Carl Schuman, Asst. State's Atty., with whom, on the brief, were John Kelly, State's Atty., and William Domnarski, Deputy Asst. State's Atty., for appellee (state).
Before PETERS, C.J., and ARTHUR H. HEALEY, PARSKEY, SHEA and SANTANIELLO, JJ.
The defendant, Palmer Gaines, was charged by information with one count of robbery in the first degree. The charging document specifically alleged that the defendant "did commit a robbery and in the course of the commission of said robbery he displayed what he represented by his words or conduct to be a pistol or revolver, in violation of Section 53a-134(a)(4) of the General Statutes of Connecticut." 1 A jury convicted the defendant of the charged offense and he was sentenced to a term of not less than six nor more than twelve years imprisonment. The defendant appeals from the judgment of conviction claiming that the evidence adduced at trial was insufficient to prove him guilty of robbery in the first degree as charged in the information. We find no error.
From the evidence presented at trial, the jury could reasonably have found the following facts. On July 7, 1980, at approximately 5:30 p.m., the defendant and another man entered the Shoetown store in Derby. At the time of their entrance, there were four employees and no customers in the store. After consulting with a salesclerk, the defendant selected a pair of shoes and followed the clerk to the counter where the cash register was located. The three other employees were at the cash register at this time.

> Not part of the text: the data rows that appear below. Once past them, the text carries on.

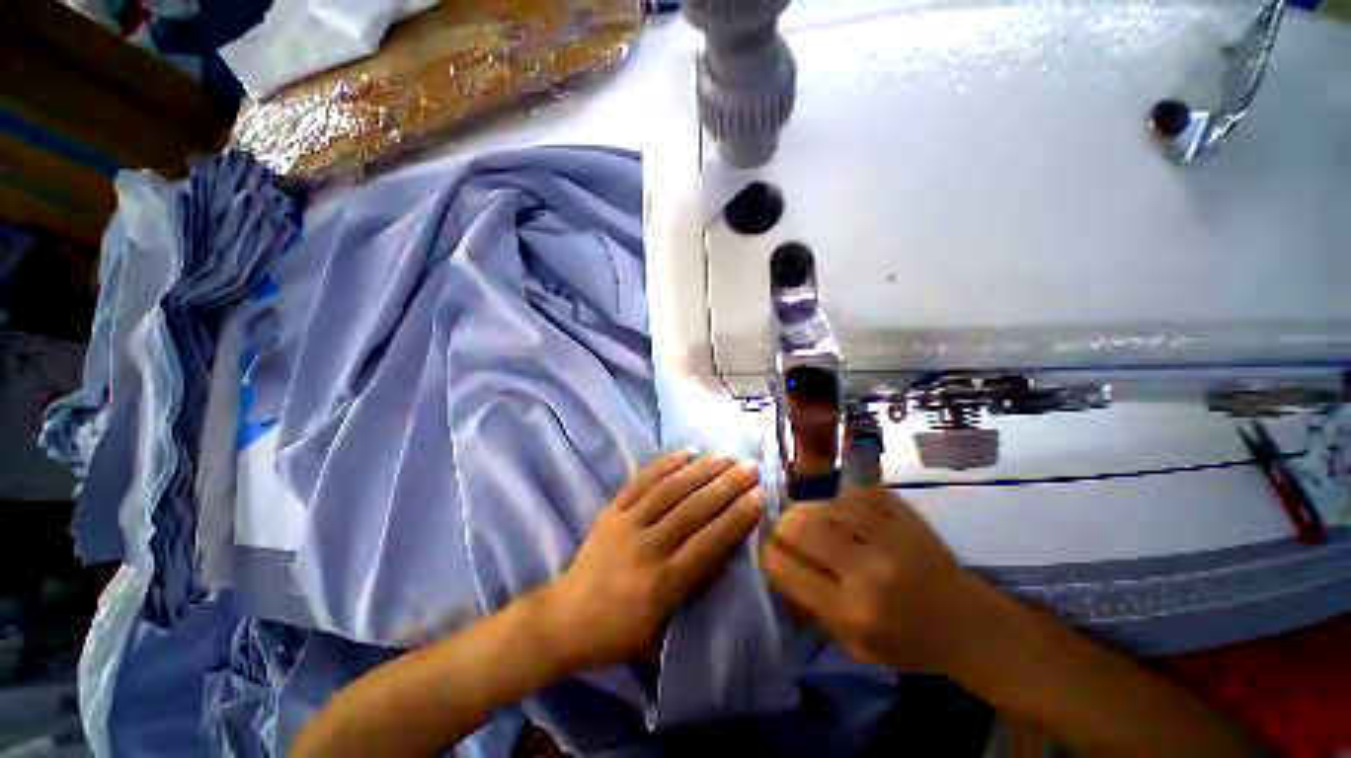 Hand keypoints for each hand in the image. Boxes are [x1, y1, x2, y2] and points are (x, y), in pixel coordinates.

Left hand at [541, 451, 761, 670]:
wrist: (564, 619)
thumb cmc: (619, 635)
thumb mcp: (663, 635)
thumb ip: (695, 598)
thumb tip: (728, 560)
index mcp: (663, 585)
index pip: (709, 543)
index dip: (736, 517)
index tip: (759, 496)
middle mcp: (647, 548)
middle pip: (693, 509)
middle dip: (726, 486)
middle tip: (750, 467)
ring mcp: (626, 523)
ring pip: (670, 489)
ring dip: (701, 470)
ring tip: (726, 456)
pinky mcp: (612, 509)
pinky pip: (643, 481)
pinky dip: (666, 463)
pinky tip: (687, 452)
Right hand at [761, 486, 999, 671]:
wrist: (968, 624)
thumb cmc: (907, 642)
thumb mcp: (853, 645)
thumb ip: (811, 608)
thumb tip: (778, 568)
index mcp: (851, 609)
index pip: (785, 569)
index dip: (768, 555)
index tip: (768, 551)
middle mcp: (866, 569)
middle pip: (801, 527)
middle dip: (783, 526)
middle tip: (784, 528)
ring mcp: (889, 536)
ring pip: (827, 504)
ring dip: (812, 510)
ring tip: (813, 518)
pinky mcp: (905, 515)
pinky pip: (858, 492)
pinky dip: (842, 498)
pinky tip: (842, 508)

As the salesclerk who had waited on the defendant went behind the register counter to write up the sale, the defendant followed him. At that point, the four employees saw that the defendant was armed. The employees, each of whom testified at trial, variously described the defendant's weapon as "a handgun," a "long barreled pistol," "[j]ust a handgun," and "a handgun." Aside from one employee's testimony that the gun was black, none of the witnesses provided any further descriptive details concerning the weapon, and the gun was not produced at trial.

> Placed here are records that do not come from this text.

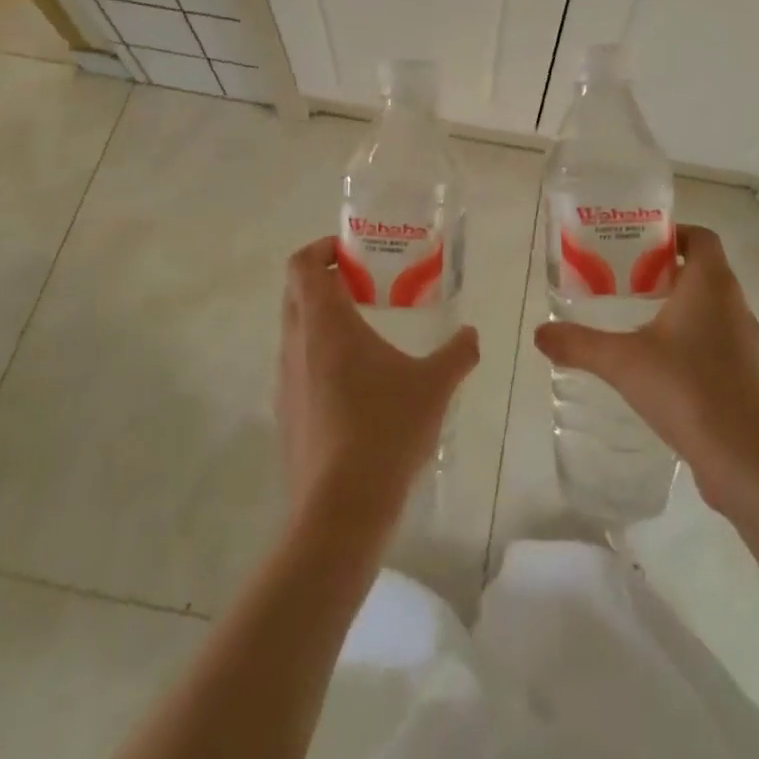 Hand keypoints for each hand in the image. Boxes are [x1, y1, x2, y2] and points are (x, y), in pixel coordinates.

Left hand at [277, 237, 479, 538]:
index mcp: (327, 324)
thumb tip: (472, 335)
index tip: (351, 252)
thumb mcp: (434, 386)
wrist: (341, 509)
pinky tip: (356, 384)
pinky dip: (319, 356)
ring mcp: (286, 381)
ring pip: (295, 331)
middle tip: (365, 286)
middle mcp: (298, 344)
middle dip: (325, 281)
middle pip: (296, 293)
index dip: (321, 249)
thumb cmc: (386, 429)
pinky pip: (298, 366)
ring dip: (322, 320)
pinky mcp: (286, 413)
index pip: (303, 265)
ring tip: (365, 333)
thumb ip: (457, 353)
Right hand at [534, 224, 758, 519]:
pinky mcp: (744, 375)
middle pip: (700, 269)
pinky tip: (656, 364)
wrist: (752, 461)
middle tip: (621, 278)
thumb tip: (540, 333)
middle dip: (662, 270)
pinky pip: (713, 339)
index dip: (670, 233)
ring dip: (675, 305)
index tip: (634, 244)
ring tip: (632, 318)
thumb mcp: (624, 363)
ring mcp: (743, 342)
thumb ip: (580, 344)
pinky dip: (687, 338)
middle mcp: (732, 304)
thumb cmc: (690, 390)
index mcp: (710, 284)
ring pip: (708, 306)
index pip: (699, 237)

The defendant and his companion took approximately $1500, which had been removed from the store's cash register and safe by one of the employees upon their direction. The two men then ordered the four employees "to go in the side stockroom and lie face down and not to turn around or he'd shoot us if he saw any faces." When the employees had complied, the defendant and his accomplice took the wallets of two of the employees, containing a total of about $207, and left the store. The weapon used by the defendant was never recovered.
At trial, the jury was instructed that "[t]he law as charged in this case, provides that a person is guilty of robbery in the first degree when in the course of the commission of the crime, or of immediate flight therefrom, he or another participant in the crime displays or threatens the use of what he represents by his words or conduct to be a pistol or a revolver." 2 The court then charged the jury as to General Statutes § 53a-3(18). At the conclusion of the jury charge, the defendant moved for a judgment of acquittal on the ground that there was insufficient evidence that the weapon displayed by the defendant had a barrel of less than twelve inches. The court denied the motion, stating that there was "at least sufficient evidence to go to the jury," and an exception was taken.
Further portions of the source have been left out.